Ähnlich geht es auch Gökce Canlar, die mit Alleinerziehenden arbeitet. Viele der Mütter aus ihrer Gruppe kommen jetzt auch zum Nachbarschaftscafé. „Es ist für die Mütter so entspannend, hier zu sitzen, während die Kinder in der Halle betreut werden. Es wird hier sehr familiär.“

Sportkreisvorsitzender Roland Frischkorn sagt, Fechenheim sei eine Schnittstelle, ein eigentlicher Ort der Industrie. „Aber bei allen Sorgen sollte man immer das Positive nutzen, und das ist das gegenseitige Vernetzen, das Miteinanderleben und Einanderbewegen.“ Ziel des Sportkreises beim Projekt sei es, die Sportmöglichkeiten einfach zugänglich und mit Schnupperangeboten auf Vereine aufmerksam zu machen. „Dieser Raum muss wieder sichtbarer werden“, sagt Thomas Kimmig vom Sportkreis.

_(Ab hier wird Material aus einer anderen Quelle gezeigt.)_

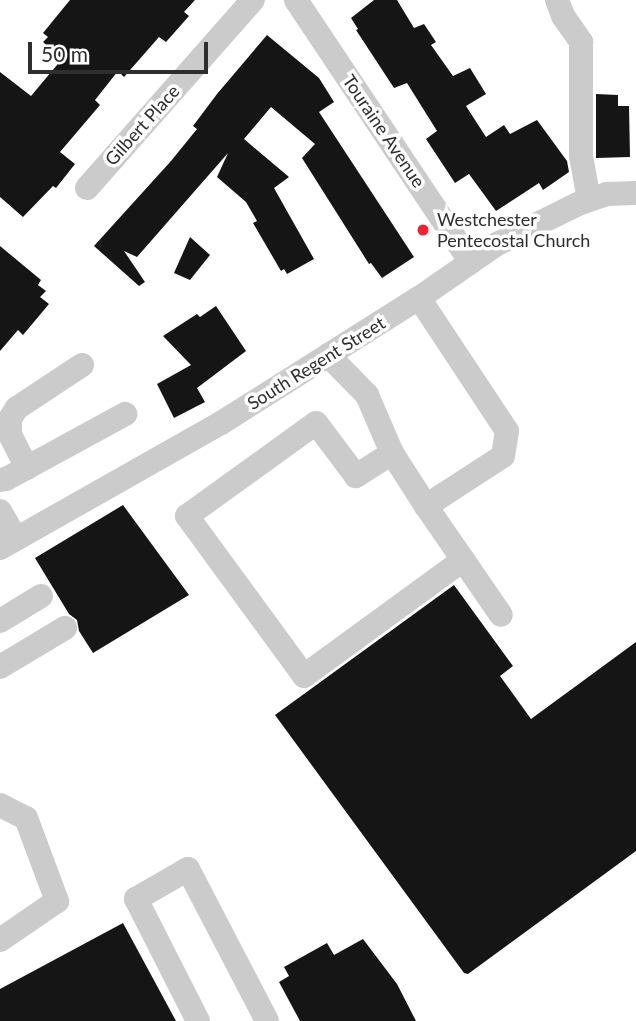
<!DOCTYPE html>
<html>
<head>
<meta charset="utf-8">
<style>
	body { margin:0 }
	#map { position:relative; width:636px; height:1021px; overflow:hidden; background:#fff; font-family:Lato,sans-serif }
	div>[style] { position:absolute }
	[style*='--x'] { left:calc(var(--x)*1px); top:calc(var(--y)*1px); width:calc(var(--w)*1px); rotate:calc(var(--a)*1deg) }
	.building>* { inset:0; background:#151515 }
	.minor>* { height:24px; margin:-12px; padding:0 12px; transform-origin:12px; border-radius:12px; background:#cbcbcb }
	.dots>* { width:19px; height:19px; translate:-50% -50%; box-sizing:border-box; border:4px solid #fff; border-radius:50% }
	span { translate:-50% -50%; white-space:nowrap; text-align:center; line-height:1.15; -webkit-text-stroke:7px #fff; paint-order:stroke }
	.street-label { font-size:18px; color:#2e2e2e }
	.poi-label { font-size:18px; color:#2e2e2e }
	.left { translate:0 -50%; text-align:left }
	.scale { position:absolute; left:28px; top:42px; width:180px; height:32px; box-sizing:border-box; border:4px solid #2e2e2e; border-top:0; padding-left:9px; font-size:21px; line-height:24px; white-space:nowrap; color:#2e2e2e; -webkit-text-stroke:5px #fff; paint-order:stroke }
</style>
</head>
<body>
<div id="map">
	<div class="building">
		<i style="clip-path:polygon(70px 0,195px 0,184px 12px,189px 16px,166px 42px,159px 37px,124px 77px,118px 71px,95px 100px,100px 105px,60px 152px,75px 164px,56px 188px,53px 186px,23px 217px,0 197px,0 72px,31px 96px,62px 59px,43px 42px,48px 37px,43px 33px)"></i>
		<i style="clip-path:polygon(374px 0,397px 0,414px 28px,424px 24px,436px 42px,431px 45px,453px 76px,470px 68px,486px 94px,466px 106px,486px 137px,504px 125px,510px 134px,537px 120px,567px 161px,569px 172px,543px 190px,539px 183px,496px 211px,469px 174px,455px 183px,426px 139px,437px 131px,407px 83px,394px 88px,356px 30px,358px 29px,351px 18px)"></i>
		<i style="clip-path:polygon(267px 35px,319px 78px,334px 102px,319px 112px,414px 257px,382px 278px,371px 263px,369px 264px,302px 158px,315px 144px,271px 107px,244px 139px,289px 177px,274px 188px,314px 259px,287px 274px,284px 269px,281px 271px,253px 223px,257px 221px,246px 202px,217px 177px,228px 153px,137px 257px,124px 251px,145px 282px,139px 286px,94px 246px,171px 161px,197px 129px,193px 126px,217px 94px)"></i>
		<i style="clip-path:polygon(596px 94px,618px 95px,618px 106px,629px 106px,630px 157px,596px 158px)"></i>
		<i style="clip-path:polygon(190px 237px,210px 255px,190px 280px,174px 273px)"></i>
		<i style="clip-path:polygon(0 246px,41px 280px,38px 285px,46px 291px,40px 297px,49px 304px,23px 335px,18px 330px,0 351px)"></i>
		<i style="clip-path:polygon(216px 306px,246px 351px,197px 388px,205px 402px,174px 418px,157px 384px,191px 365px,163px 336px,197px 314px,200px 317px)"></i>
		<i style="clip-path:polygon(123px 505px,189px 595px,93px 653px,79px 631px,77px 620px,69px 614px,35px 558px)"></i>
		<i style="clip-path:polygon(454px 585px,513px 666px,500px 676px,531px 719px,636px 642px,636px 851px,468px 974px,464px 973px,275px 715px)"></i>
		<i style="clip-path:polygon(123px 923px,176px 1021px,0 1021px,0 989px)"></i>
		<i style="clip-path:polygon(363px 939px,397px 984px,416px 1021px,300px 1021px,279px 982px,289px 976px,284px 967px,327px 943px,334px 955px)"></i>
	</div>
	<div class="minor">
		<i style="--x:296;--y:0;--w:315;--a:56.3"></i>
		<i style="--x:557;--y:0;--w:17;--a:69"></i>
		<i style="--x:563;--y:16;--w:32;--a:55"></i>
		<i style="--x:581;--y:42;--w:114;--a:90"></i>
		<i style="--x:581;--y:156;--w:45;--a:79.7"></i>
		<i style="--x:87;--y:188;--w:251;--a:-48.6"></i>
		<i style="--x:419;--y:298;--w:159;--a:56.5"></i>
		<i style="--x:507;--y:431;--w:25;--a:99"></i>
		<i style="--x:503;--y:456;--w:92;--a:147"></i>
		<i style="--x:426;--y:506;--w:63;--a:-122.7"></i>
		<i style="--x:392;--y:453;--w:43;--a:147.4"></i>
		<i style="--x:356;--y:476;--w:66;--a:-127"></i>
		<i style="--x:316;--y:423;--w:159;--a:144.2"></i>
		<i style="--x:187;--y:516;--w:198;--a:53.8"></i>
		<i style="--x:304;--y:676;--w:197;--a:-36.1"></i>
		<i style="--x:328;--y:355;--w:56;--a:45.7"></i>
		<i style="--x:367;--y:395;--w:63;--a:66.7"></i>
		<i style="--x:27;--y:468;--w:38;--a:-117"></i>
		<i style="--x:10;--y:434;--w:15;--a:-90"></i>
		<i style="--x:10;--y:419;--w:13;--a:-58"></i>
		<i style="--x:17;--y:408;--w:78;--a:-33.5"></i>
		<i style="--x:0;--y:480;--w:6;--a:-9"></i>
		<i style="--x:6;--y:479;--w:136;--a:-28.6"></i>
		<i style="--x:426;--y:506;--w:132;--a:55.5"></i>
		<i style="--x:0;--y:511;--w:32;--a:60"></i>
		<i style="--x:0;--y:548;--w:254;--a:-29.5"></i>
		<i style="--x:221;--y:423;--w:234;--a:-32.3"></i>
		<i style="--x:419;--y:298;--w:95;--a:-34.7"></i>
		<i style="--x:497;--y:244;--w:90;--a:-26.3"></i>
		<i style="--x:578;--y:204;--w:31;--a:-19"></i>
		<i style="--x:607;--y:194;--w:29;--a:-2"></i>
		<i style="--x:0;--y:621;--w:48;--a:-31.4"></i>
		<i style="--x:0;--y:667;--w:76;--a:-31"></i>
		<i style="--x:0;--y:805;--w:29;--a:27"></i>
		<i style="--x:26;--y:818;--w:89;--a:69.5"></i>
		<i style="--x:57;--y:901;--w:69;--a:145.6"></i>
		<i style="--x:198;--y:1021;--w:137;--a:-116.9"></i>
		<i style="--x:136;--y:899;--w:60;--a:-30"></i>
		<i style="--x:188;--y:869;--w:171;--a:62.5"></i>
	</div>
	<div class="dots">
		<i style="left:423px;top:230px;background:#f22230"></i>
	</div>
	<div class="street-label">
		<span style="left:142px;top:125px;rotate:-48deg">Gilbert Place</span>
		<span style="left:384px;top:131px;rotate:56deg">Touraine Avenue</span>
		<span style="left:316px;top:363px;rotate:-32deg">South Regent Street</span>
	</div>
	<div class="poi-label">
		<span class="left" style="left:437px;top:230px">Westchester<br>Pentecostal Church</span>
	</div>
	<div class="scale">50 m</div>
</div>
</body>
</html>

Weitere Aktionen sind in Planung. Anfang des Jahres fand ein Schwimmkurs für Frauen großen Anklang. „Wir sind offen für neue Projekte“, sagt Nora David vom Quartiersmanagement. „Gerade für die Integration sind solche Aktionen absolut zentral.“ Auch ein weiterer Veranstaltungsraum ist denkbar; eine der früheren Sammelumkleiden könnte noch umgestaltet werden, sagt Roland Frischkorn.